Maybe he has reached more American homes through The Walking Dead, but it is “Pedro Navaja,” his salsa song inspired by “Mack the Knife,” that appeared on Siembra, his historic 1978 album with Willie Colon, which brought Blades global fame. “Sopresas te da la vida, la vida te da sorpresas” remains one of the most-vocalized choruses of a contemporary Latin song by audiences throughout the world.

“The reason a song survives, overcomes time and fashions, rests in its truth, its capacity to appeal to people because of the story,” he says. He is talking about “Pedro Navaja” but could be referring to “Buscando America,” “Pablo Puebla,” or another of the classics that have brought him a following of several generations. “My audience has been renewed because of it. Young people, whom you’d not expect to support a 70-year-old artist, re-discover my lyrics [and] recognize their personal situations and surroundings in them.

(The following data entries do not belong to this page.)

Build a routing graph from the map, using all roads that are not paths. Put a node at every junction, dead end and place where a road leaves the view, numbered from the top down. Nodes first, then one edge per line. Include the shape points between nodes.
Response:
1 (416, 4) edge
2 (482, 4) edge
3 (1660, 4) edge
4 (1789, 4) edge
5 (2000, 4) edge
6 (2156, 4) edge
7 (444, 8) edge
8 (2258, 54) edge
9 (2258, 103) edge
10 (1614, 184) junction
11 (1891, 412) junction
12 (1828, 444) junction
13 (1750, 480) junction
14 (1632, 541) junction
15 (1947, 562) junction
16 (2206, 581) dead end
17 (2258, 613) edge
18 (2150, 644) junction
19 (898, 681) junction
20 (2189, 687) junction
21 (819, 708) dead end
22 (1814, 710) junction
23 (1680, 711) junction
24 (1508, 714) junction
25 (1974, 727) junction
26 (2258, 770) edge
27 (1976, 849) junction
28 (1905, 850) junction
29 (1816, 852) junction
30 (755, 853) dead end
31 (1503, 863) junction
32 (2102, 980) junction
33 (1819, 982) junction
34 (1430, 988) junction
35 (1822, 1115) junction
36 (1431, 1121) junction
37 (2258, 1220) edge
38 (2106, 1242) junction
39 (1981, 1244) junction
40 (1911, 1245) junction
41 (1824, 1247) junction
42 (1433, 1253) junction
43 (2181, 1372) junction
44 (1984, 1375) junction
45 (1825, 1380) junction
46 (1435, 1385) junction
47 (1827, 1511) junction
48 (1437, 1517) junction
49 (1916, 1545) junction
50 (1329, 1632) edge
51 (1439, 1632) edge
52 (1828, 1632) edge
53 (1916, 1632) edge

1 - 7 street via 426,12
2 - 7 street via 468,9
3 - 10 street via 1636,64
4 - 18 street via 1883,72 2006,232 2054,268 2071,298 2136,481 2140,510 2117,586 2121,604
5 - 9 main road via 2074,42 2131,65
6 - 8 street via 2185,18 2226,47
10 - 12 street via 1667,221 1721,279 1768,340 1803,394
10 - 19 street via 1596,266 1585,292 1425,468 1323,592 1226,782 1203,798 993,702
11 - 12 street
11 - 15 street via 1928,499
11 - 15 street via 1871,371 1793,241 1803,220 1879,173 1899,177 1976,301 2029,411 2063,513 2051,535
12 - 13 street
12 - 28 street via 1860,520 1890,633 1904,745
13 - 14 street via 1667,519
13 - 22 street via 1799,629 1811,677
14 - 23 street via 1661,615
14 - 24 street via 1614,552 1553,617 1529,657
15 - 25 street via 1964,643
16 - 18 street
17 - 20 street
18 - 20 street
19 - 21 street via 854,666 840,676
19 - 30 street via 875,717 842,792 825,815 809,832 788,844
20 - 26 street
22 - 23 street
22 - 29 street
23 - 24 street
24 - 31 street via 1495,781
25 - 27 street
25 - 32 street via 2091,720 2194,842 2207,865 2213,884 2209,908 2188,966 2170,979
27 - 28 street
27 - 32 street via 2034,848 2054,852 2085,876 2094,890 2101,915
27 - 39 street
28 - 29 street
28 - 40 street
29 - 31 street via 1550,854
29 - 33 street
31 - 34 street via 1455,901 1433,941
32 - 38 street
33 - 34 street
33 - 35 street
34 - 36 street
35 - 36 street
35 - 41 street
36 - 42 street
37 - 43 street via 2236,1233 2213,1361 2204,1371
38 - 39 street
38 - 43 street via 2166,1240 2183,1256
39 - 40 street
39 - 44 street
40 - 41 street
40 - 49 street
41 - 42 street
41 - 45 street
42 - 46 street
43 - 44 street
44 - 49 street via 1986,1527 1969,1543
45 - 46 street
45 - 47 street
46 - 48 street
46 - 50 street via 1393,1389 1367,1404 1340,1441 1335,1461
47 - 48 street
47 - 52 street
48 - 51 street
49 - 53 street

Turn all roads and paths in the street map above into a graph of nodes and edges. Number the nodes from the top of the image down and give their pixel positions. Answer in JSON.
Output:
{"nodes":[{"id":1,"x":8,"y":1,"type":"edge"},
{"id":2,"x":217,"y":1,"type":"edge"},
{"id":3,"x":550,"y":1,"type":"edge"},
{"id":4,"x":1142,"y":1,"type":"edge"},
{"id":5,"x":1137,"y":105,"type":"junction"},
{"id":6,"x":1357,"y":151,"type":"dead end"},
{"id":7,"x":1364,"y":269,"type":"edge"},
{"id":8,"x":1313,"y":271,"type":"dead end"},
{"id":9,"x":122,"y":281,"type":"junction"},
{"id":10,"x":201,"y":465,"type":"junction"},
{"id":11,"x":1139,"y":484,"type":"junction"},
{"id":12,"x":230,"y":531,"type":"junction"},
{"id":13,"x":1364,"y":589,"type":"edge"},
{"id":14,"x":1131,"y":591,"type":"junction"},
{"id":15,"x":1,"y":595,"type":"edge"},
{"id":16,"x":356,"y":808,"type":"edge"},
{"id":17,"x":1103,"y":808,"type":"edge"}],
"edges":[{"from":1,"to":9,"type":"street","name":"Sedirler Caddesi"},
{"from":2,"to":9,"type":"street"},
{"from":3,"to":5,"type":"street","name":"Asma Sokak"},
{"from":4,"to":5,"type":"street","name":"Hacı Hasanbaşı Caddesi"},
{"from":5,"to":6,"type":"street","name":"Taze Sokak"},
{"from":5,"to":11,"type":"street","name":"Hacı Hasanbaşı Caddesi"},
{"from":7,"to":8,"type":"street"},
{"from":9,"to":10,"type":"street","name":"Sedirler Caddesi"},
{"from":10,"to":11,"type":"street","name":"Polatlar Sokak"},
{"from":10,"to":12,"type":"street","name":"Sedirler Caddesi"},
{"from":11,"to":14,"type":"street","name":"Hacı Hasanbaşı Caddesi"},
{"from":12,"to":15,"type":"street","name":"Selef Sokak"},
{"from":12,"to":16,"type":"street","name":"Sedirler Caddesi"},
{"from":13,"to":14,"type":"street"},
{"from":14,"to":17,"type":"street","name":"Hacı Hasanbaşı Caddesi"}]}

“The writer Gabriel Garcia Marquez once told me that I was not just writing songs: He said I wrote chronicles. So, instead of writing about escapism and the usual love platitudes, my interest was the city, the urban drama, sort of a musical journalism with a tinge of literature thrown in. All of that which made the city interesting for me continues to exist today for a new generation. That is why ‘Pedro Navaja’ continues to be appealing where other songs no longer are considered hip, relevant or even danceable.”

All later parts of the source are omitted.